Robinho cumpre pena desde março de 2024, após o Superior Tribunal de Justiça (STJ) determinar que a sentença aplicada pela Justiça da Itália fosse executada em território brasileiro.
O ex-jogador foi condenado pelo envolvimento no estupro coletivo de uma mulher albanesa em boate de Milão, em 2013.
Na nova manifestação apresentada ao Supremo, a defesa sustenta que a Justiça italiana condenou Robinho por um crime comum e argumenta que o STJ não poderia ter acrescentado a classificação de crime hediondo ao reconhecer a decisão estrangeira.
Os advogados afirmam que a corte brasileira deveria apenas validar ou rejeitar a sentença, sem modificar sua natureza jurídica.
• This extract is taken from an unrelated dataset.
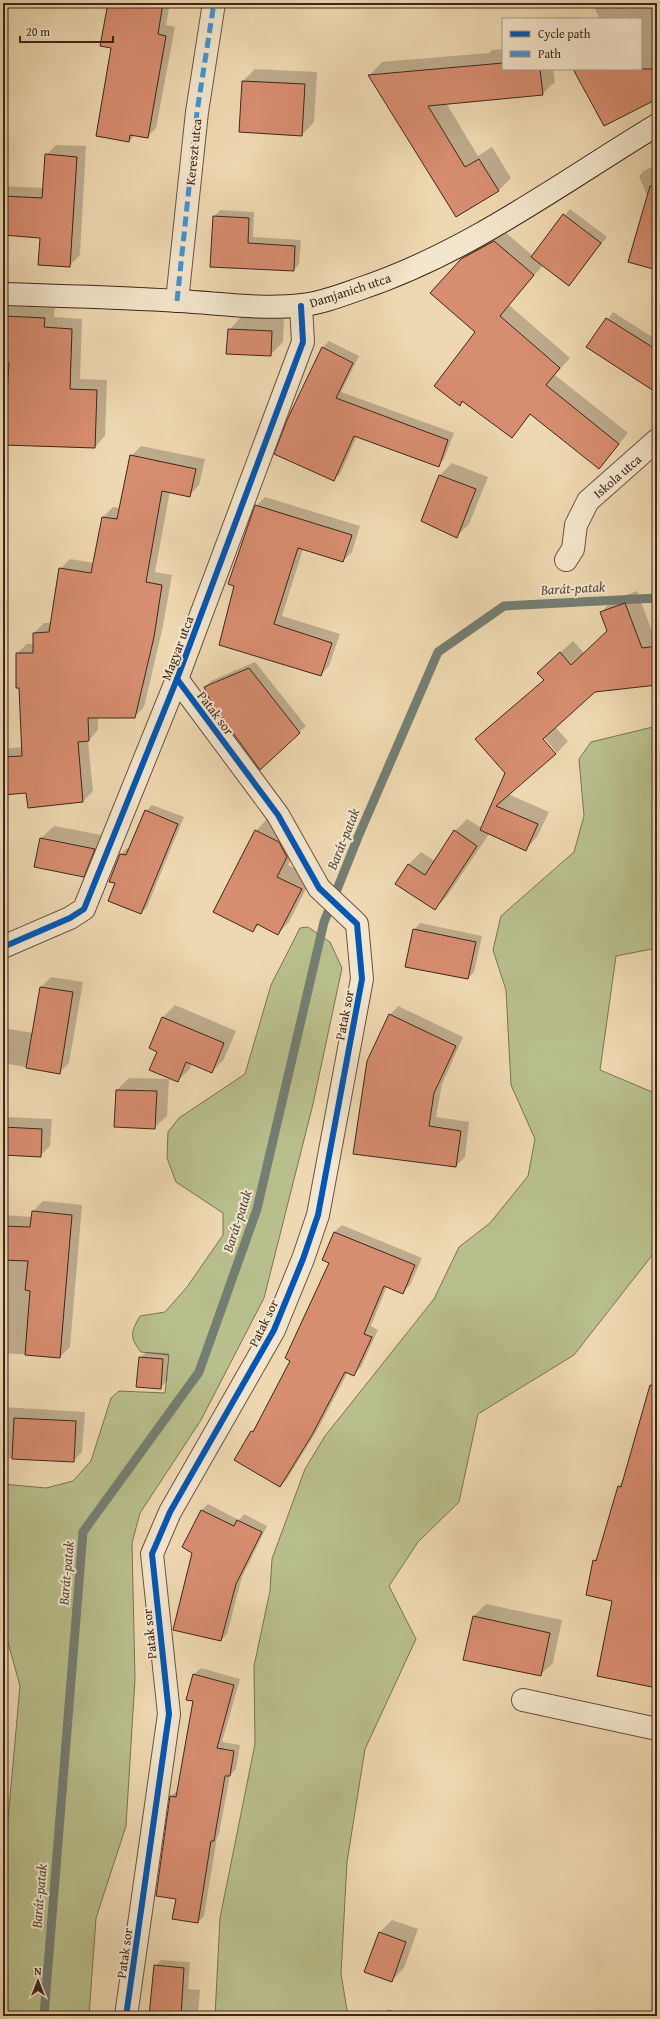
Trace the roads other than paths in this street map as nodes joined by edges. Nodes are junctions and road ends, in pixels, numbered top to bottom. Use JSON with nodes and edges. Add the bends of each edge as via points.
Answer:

O entendimento adotado pelo STJ, porém, foi o de que a execução da pena deve observar a legislação brasileira.
Como o estupro é considerado crime hediondo no país, os ministros entenderam que a condenação deveria seguir as regras previstas para esse tipo de delito.
A Procuradoria-Geral da República (PGR) já se manifestou contra a tese apresentada pela defesa. Apesar disso, o pedido permanece pendente de decisão.
Preso desde março de 2024, Robinho foi inicialmente encaminhado para a Penitenciária 2 de Tremembé, no interior paulista.
Em novembro do ano passado, ele foi transferido para o Centro de Ressocialização de Limeira, onde permanece custodiado enquanto aguarda os desdobramentos judiciais do caso.